**WORK TASK**. "Prolongación" appears in how many lines of the entries? State only the number.

**DATA PROVIDED**.
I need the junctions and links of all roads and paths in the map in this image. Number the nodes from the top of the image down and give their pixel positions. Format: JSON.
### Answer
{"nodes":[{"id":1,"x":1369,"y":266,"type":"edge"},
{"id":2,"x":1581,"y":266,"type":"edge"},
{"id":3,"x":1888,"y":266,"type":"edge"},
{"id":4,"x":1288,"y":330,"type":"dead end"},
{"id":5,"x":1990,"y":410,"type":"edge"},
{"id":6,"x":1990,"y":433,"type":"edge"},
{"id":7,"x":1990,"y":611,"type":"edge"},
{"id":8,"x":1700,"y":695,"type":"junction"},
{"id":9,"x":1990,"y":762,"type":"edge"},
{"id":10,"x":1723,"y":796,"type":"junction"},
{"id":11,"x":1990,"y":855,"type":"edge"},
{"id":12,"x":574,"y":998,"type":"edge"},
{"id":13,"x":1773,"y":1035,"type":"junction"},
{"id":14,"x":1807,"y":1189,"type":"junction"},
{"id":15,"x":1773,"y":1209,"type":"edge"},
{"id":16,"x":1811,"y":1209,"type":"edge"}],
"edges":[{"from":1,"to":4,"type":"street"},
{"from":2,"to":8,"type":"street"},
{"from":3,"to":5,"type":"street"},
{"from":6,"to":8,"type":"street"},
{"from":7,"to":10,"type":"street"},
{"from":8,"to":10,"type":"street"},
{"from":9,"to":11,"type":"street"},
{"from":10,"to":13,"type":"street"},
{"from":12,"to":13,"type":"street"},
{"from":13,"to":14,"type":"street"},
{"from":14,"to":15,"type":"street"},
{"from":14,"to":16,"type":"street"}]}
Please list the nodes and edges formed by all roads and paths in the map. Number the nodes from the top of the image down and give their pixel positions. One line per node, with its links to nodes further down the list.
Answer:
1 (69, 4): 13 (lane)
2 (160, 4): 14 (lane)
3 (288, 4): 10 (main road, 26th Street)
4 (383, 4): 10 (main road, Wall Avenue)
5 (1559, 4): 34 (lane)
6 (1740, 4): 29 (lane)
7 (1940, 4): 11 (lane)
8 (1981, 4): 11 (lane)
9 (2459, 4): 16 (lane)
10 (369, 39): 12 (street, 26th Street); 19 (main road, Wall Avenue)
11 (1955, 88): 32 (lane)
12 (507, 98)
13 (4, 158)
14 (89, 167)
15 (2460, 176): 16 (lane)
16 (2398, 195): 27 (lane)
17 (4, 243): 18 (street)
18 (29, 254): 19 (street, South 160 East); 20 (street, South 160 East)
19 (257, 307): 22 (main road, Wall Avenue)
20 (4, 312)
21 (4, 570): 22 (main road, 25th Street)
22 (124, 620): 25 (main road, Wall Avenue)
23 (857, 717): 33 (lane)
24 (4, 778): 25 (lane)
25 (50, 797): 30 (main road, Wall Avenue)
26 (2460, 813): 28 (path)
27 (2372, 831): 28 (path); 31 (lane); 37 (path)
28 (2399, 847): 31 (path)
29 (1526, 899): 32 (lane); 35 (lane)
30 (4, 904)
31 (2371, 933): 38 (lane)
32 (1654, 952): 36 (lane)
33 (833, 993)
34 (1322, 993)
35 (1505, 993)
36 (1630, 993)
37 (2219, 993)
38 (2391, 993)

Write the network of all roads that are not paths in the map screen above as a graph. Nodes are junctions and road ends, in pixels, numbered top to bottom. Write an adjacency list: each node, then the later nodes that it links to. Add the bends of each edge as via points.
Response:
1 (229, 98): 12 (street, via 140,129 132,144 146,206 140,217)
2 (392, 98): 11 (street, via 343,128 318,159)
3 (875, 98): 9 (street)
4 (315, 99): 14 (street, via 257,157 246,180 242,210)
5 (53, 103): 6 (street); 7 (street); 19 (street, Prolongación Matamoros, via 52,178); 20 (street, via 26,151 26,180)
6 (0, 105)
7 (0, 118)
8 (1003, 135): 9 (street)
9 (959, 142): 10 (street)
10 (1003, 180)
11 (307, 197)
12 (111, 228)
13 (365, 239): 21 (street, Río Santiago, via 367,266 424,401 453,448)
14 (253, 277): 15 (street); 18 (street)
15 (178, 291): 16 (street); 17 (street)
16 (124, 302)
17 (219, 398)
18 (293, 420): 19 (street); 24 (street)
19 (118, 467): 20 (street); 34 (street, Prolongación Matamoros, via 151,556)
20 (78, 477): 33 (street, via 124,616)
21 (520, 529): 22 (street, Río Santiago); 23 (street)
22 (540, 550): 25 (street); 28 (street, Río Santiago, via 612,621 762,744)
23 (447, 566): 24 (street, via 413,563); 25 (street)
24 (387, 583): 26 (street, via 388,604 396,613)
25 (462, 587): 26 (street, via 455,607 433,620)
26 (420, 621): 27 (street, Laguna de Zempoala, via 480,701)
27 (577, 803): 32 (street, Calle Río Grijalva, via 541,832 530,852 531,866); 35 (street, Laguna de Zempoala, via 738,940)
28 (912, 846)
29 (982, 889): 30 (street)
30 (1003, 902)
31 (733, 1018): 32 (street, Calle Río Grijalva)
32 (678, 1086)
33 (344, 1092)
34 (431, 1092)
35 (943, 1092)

**EXERCISE RESPONSE**. 2